To many of us, a large home is a mark of success. A big house indicate status, and the more space we’re able to call our own, the more successful we look and feel.
But, what if I told you that most of us don’t use even a fraction of that space? That’s not just me talking. A research team affiliated with the University of California studied American families and where they hung out the most inside their homes, how (and where) clutter builds, and the general stress level associated with living big.

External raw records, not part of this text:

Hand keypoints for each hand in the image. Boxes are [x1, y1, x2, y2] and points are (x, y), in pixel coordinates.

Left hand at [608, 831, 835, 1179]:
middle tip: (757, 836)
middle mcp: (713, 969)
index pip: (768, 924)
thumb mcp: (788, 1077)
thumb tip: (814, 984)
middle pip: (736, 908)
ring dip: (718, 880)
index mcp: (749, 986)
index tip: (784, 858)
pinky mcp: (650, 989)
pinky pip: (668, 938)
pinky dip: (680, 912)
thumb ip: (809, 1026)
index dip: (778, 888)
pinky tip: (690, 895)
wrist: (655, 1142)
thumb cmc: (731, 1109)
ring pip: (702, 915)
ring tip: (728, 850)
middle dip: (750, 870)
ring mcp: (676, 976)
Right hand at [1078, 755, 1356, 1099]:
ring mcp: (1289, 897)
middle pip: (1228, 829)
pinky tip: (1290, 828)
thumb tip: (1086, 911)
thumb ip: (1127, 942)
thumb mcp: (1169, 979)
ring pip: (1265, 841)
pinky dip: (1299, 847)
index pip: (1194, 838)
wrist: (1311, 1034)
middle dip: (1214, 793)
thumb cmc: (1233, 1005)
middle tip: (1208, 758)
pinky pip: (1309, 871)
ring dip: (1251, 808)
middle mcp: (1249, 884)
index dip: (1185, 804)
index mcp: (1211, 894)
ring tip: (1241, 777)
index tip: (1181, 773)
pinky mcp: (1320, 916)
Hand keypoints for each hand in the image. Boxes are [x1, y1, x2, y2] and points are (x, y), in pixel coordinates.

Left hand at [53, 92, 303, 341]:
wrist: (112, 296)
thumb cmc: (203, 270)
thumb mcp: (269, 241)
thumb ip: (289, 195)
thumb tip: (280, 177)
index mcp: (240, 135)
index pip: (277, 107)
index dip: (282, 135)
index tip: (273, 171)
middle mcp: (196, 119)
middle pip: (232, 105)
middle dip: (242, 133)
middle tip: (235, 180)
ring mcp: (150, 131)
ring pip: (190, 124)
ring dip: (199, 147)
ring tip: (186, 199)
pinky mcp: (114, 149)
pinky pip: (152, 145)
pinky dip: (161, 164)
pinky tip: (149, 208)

The findings were overwhelming: The majority of the space in our homes is wasted.
How We Use Our Homes
As J.D. shared on Saturday, researchers at UCLA conducted a detailed study of 32 dual-income families living in the Los Angeles area, one of the first studies to document so vividly how we interact with the things for which we’ve paid good money. The findings were not pretty. In fact, they helped prove how little we use our big homes for things other than clutter or objects that hold little intrinsic value.
From the press release:
The researchers doggedly videotaped the activities of family members, tracked their every move with position-locating devices and documented their homes, yards and activities with reams and reams of photographs. They asked family members to narrate videotaped tours of their homes and took measurements at regular intervals of stress hormones via saliva samples.
When I originally wrote about the study, I took special note of where families spent the large majority of their time. In the following UCLA-published diagram of one family that was studied, we can easily observe a truth that’s probably common among so many of us: We tend to congregate around two primary areas of the home: food preparation/eating and television.